» **What you are asked to do**
Line filter on the word "small": copy each matching line from the entries.

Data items
+ + +

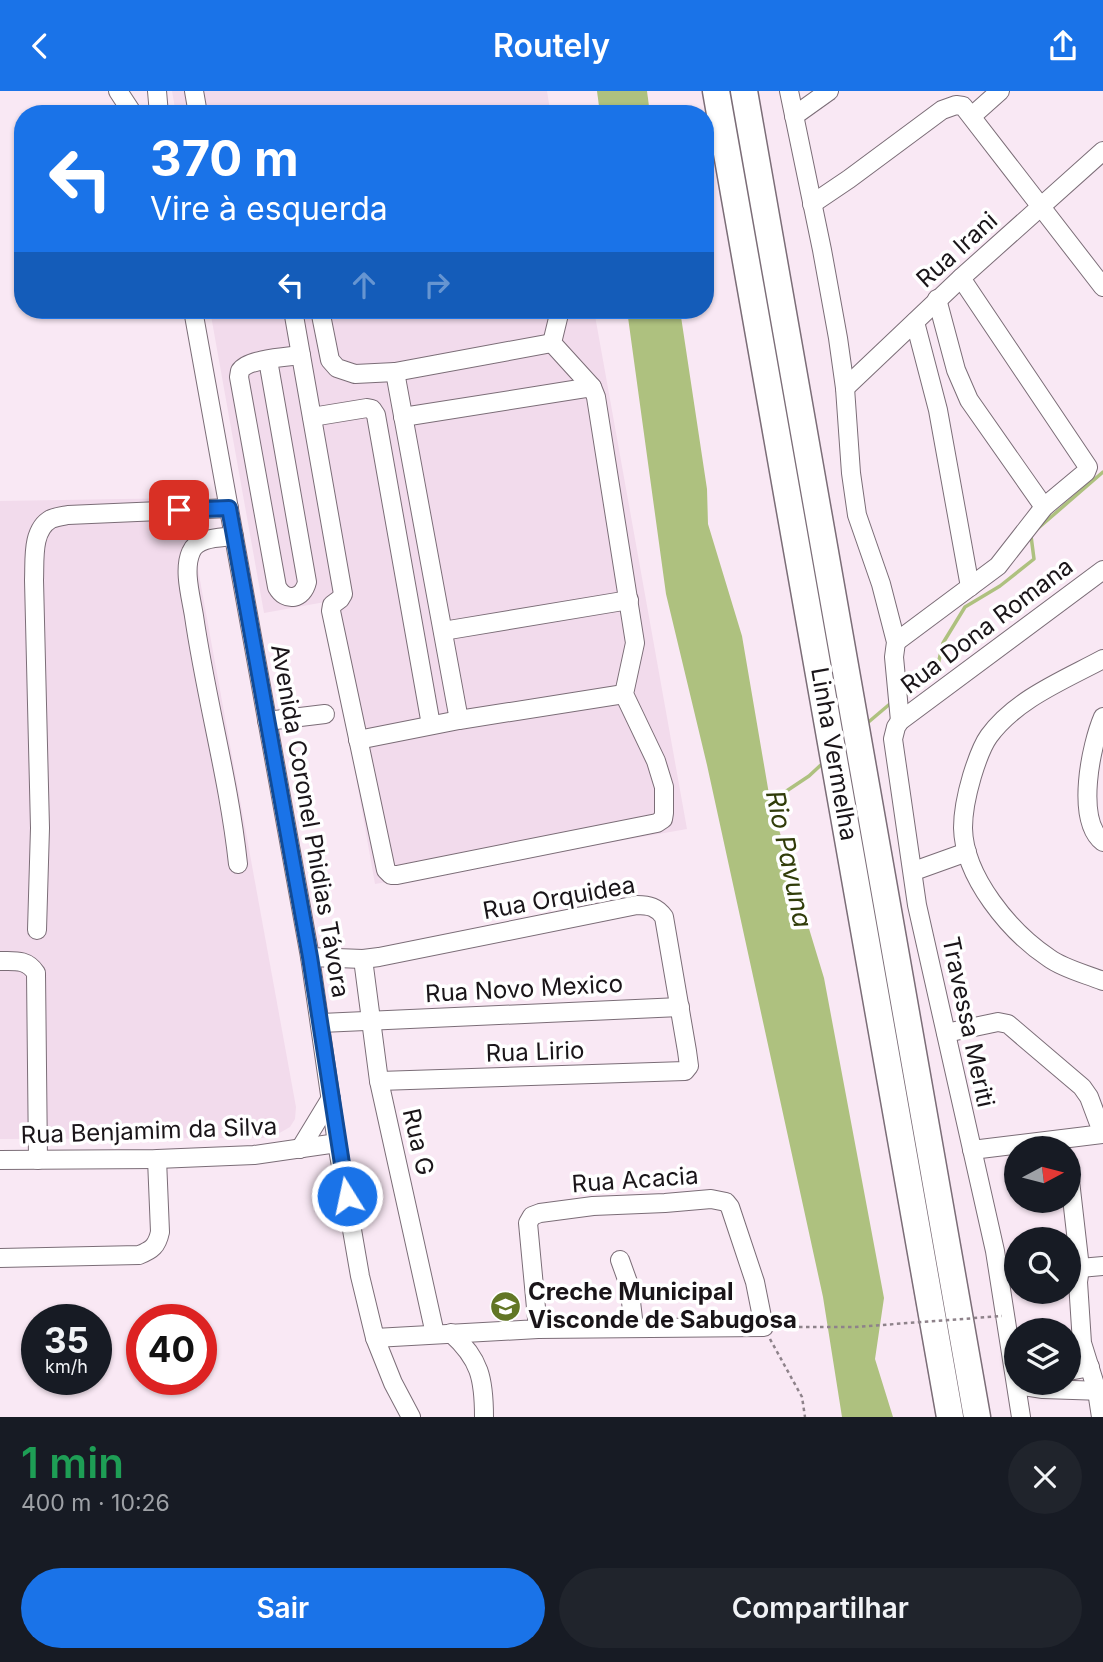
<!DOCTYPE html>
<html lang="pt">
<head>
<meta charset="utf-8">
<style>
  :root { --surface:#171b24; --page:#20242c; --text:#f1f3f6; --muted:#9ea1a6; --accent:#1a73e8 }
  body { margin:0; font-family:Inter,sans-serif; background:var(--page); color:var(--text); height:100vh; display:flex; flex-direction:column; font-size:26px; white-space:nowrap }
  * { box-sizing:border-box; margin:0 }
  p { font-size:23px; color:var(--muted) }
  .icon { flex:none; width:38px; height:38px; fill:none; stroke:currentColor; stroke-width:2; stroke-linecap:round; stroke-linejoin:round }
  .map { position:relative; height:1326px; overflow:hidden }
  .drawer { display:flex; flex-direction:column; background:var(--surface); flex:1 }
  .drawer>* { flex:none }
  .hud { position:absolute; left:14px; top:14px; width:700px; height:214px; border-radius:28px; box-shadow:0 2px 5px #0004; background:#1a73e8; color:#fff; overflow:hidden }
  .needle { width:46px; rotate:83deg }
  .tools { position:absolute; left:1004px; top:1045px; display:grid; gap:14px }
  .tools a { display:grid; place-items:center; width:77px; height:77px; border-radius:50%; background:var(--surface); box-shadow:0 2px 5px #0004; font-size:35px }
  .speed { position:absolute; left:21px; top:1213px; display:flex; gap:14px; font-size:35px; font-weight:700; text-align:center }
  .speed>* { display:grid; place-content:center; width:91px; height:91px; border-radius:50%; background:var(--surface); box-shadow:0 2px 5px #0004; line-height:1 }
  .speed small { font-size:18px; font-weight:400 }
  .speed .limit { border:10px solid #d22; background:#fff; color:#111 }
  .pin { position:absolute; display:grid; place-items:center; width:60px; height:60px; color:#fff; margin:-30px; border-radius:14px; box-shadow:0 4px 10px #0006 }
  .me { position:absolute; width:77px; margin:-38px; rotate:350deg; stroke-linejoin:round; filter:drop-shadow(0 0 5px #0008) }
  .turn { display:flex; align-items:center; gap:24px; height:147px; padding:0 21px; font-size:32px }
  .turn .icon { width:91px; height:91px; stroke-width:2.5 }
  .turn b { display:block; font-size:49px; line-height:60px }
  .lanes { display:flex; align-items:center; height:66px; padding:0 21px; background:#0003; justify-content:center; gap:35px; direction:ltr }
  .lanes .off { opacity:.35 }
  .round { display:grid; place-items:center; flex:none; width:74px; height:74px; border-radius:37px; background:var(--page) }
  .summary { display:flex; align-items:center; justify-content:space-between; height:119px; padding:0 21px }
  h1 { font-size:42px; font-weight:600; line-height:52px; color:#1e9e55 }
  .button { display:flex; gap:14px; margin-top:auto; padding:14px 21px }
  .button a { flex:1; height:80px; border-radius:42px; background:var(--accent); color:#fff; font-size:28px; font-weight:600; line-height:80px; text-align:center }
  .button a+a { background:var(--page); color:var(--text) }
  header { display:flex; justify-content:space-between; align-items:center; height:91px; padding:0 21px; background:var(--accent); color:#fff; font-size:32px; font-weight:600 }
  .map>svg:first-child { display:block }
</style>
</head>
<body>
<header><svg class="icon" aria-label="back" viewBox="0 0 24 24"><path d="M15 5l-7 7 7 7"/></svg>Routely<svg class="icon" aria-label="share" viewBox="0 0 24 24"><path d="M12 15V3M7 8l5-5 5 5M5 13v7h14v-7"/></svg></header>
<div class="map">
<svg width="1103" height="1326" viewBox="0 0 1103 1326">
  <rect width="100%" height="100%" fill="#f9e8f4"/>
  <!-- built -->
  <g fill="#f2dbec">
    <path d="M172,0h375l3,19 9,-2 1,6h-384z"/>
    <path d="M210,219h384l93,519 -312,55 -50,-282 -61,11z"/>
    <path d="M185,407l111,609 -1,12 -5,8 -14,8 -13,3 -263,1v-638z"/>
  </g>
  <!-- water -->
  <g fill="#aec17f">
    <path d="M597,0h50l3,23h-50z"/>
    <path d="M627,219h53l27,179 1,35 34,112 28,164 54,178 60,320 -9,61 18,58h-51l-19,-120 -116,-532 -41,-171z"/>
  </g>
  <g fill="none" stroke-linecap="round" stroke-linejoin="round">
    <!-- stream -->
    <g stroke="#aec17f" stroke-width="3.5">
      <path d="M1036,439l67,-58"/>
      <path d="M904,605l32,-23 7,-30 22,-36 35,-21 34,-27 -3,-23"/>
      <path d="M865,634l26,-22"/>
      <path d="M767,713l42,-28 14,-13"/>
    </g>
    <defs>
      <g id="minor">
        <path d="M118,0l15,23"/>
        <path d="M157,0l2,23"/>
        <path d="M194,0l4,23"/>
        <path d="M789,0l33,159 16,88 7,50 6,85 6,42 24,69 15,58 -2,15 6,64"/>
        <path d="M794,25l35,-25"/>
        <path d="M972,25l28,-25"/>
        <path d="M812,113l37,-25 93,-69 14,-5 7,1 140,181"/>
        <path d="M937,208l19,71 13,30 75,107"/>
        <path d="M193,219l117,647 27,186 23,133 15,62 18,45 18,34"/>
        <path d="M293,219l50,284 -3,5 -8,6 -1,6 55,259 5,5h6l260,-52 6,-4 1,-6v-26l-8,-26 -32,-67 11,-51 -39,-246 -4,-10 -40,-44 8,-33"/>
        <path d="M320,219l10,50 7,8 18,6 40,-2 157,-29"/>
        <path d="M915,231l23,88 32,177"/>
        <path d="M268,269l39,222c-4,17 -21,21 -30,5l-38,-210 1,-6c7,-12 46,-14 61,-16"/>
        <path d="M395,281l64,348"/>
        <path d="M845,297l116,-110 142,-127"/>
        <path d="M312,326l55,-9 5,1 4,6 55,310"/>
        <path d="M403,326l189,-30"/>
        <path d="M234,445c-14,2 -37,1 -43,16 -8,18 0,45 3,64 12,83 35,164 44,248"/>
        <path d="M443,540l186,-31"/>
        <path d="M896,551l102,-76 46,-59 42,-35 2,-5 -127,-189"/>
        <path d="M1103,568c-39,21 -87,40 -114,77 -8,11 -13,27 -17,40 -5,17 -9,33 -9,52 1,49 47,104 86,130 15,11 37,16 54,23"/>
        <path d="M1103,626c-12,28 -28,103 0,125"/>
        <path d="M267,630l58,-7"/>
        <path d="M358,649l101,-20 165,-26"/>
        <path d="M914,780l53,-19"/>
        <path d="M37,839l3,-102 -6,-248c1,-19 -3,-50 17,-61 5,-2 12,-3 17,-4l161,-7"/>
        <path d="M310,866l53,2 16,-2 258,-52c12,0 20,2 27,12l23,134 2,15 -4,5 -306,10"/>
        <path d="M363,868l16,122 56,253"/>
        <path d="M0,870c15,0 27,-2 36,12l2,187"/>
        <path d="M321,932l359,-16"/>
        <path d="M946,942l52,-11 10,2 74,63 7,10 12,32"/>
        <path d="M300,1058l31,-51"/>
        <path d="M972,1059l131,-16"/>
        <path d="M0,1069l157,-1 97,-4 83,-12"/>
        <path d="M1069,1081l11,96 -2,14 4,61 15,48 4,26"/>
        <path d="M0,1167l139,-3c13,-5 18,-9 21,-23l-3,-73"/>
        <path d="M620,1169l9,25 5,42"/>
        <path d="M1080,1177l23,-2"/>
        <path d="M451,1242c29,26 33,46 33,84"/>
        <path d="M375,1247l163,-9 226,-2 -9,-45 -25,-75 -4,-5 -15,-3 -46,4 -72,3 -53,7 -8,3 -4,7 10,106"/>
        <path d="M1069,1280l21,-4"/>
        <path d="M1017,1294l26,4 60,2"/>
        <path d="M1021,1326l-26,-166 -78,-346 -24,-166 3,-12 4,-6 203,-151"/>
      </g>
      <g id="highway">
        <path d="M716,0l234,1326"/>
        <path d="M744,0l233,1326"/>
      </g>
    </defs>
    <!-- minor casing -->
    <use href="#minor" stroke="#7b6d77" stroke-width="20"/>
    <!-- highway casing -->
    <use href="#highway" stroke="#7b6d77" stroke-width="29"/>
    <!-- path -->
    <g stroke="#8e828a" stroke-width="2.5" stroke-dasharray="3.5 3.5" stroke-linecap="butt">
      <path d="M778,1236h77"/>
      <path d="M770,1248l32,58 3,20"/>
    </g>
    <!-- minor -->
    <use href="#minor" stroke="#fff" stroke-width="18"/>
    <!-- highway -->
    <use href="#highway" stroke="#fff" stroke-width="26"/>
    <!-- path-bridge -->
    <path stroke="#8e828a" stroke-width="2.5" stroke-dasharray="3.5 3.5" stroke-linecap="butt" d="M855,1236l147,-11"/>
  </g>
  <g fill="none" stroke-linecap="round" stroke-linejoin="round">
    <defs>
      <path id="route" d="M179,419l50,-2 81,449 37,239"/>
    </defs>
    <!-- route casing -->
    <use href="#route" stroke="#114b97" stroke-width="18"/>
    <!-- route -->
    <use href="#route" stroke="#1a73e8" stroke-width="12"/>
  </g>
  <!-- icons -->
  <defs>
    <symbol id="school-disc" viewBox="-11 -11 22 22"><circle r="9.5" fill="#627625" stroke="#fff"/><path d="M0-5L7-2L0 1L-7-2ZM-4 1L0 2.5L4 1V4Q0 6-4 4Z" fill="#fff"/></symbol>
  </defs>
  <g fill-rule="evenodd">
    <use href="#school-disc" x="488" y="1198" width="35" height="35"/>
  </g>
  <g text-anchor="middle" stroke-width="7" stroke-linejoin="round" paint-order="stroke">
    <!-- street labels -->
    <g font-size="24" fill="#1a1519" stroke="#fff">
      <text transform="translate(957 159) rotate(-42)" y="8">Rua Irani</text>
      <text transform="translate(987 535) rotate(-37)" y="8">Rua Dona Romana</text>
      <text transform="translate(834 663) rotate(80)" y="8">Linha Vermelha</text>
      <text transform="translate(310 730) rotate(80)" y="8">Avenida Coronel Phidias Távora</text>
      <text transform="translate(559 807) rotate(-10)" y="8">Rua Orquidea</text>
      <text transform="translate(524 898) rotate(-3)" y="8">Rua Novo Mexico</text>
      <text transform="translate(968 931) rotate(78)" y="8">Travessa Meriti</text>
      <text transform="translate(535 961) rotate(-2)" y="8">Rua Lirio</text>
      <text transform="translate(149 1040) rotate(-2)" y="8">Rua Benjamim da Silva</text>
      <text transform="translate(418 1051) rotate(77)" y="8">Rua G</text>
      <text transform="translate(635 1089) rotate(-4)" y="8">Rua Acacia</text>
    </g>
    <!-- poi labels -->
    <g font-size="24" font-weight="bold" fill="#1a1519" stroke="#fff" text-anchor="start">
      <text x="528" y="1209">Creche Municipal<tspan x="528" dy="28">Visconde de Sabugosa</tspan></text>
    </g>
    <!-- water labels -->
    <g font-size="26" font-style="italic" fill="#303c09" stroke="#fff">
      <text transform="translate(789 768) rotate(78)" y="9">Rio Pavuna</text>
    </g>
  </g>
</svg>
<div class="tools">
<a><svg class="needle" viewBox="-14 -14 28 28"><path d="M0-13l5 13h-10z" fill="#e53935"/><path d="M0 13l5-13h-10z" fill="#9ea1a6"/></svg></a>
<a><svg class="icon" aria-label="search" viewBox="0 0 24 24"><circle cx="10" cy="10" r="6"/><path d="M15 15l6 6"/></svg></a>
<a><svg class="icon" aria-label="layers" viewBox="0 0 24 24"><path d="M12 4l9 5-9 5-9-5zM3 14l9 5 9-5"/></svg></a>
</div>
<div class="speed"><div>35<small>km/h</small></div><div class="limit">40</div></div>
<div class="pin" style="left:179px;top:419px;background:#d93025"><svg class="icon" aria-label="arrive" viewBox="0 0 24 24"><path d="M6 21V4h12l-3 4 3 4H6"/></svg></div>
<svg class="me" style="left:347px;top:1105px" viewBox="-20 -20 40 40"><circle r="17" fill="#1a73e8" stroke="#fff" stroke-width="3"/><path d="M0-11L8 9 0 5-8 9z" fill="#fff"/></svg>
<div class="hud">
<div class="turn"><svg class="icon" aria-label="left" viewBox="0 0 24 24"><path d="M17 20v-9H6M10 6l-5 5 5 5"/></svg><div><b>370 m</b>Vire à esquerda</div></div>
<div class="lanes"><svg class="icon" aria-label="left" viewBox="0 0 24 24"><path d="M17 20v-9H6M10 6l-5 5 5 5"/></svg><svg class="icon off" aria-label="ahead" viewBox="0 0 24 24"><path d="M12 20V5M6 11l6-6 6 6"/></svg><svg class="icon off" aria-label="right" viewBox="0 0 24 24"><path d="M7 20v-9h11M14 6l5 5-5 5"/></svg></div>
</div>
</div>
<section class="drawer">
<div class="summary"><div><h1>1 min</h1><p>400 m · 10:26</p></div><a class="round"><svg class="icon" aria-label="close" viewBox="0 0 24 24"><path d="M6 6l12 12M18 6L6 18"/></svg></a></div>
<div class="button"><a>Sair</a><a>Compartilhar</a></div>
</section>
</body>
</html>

+ + +

» **Solution to the exercise**
  .speed small { font-size:18px; font-weight:400 }
<div class="speed"><div>35<small>km/h</small></div><div class="limit">40</div></div>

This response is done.